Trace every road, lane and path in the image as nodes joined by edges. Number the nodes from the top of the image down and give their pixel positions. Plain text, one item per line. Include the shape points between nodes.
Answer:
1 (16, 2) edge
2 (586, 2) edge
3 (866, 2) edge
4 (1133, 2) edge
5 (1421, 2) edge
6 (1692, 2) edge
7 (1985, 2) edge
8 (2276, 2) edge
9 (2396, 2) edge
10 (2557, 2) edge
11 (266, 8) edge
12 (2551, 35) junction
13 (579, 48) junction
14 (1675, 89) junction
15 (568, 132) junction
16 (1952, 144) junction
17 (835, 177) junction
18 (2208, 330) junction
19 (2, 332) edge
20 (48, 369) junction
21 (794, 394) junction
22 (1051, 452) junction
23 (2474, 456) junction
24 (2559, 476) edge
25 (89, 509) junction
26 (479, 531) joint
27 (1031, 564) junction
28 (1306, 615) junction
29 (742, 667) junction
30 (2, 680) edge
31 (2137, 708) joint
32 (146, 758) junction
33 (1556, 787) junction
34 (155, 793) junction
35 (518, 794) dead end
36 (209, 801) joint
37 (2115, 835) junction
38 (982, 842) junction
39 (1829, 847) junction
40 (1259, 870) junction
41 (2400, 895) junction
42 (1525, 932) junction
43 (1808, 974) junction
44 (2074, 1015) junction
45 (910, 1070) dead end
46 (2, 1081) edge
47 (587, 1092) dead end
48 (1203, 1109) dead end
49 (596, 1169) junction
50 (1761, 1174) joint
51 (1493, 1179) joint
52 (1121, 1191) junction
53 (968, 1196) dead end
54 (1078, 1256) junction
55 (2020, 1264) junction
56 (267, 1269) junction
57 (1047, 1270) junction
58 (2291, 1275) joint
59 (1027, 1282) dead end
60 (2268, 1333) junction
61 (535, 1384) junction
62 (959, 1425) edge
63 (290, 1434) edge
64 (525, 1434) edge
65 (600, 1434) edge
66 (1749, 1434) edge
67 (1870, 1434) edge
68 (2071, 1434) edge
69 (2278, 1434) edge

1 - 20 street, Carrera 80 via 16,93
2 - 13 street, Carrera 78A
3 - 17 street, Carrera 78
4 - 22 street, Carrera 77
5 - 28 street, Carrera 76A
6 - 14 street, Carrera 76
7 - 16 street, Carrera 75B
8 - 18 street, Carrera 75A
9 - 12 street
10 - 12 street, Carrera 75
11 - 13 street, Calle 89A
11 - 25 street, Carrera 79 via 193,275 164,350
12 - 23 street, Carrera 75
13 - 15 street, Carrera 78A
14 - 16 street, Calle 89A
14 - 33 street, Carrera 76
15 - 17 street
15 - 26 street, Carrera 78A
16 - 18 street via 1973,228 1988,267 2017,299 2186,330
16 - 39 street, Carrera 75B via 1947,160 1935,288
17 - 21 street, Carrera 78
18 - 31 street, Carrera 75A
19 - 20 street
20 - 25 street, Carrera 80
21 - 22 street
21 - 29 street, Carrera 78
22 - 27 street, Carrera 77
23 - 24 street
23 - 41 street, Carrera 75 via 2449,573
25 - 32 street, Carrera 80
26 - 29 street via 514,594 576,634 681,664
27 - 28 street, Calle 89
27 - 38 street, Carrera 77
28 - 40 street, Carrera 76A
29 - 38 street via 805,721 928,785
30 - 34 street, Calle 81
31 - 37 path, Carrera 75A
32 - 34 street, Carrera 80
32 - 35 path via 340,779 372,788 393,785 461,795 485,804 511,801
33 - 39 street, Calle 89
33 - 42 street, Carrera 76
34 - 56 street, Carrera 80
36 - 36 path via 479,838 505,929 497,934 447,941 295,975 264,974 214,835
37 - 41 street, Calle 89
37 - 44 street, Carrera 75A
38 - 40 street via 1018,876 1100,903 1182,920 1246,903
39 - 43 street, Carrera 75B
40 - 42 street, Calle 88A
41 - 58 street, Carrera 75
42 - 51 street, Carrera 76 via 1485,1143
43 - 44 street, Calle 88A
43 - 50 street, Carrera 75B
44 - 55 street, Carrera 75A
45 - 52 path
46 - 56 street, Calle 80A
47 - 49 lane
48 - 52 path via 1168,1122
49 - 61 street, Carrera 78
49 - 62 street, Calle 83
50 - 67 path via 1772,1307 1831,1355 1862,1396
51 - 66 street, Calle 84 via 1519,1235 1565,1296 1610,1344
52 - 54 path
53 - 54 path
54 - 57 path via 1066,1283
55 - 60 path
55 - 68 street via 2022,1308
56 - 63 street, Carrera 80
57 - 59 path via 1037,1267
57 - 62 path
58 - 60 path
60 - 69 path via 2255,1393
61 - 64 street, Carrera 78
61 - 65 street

* * * * * * *

*PROBLEM DETAILS*: Scan the records above for the string "joint", then select every line that holds it.

*EXERCISE OUTPUT*:
26 (479, 531) joint
31 (2137, 708) joint
36 (209, 801) joint
50 (1761, 1174) joint
51 (1493, 1179) joint
58 (2291, 1275) joint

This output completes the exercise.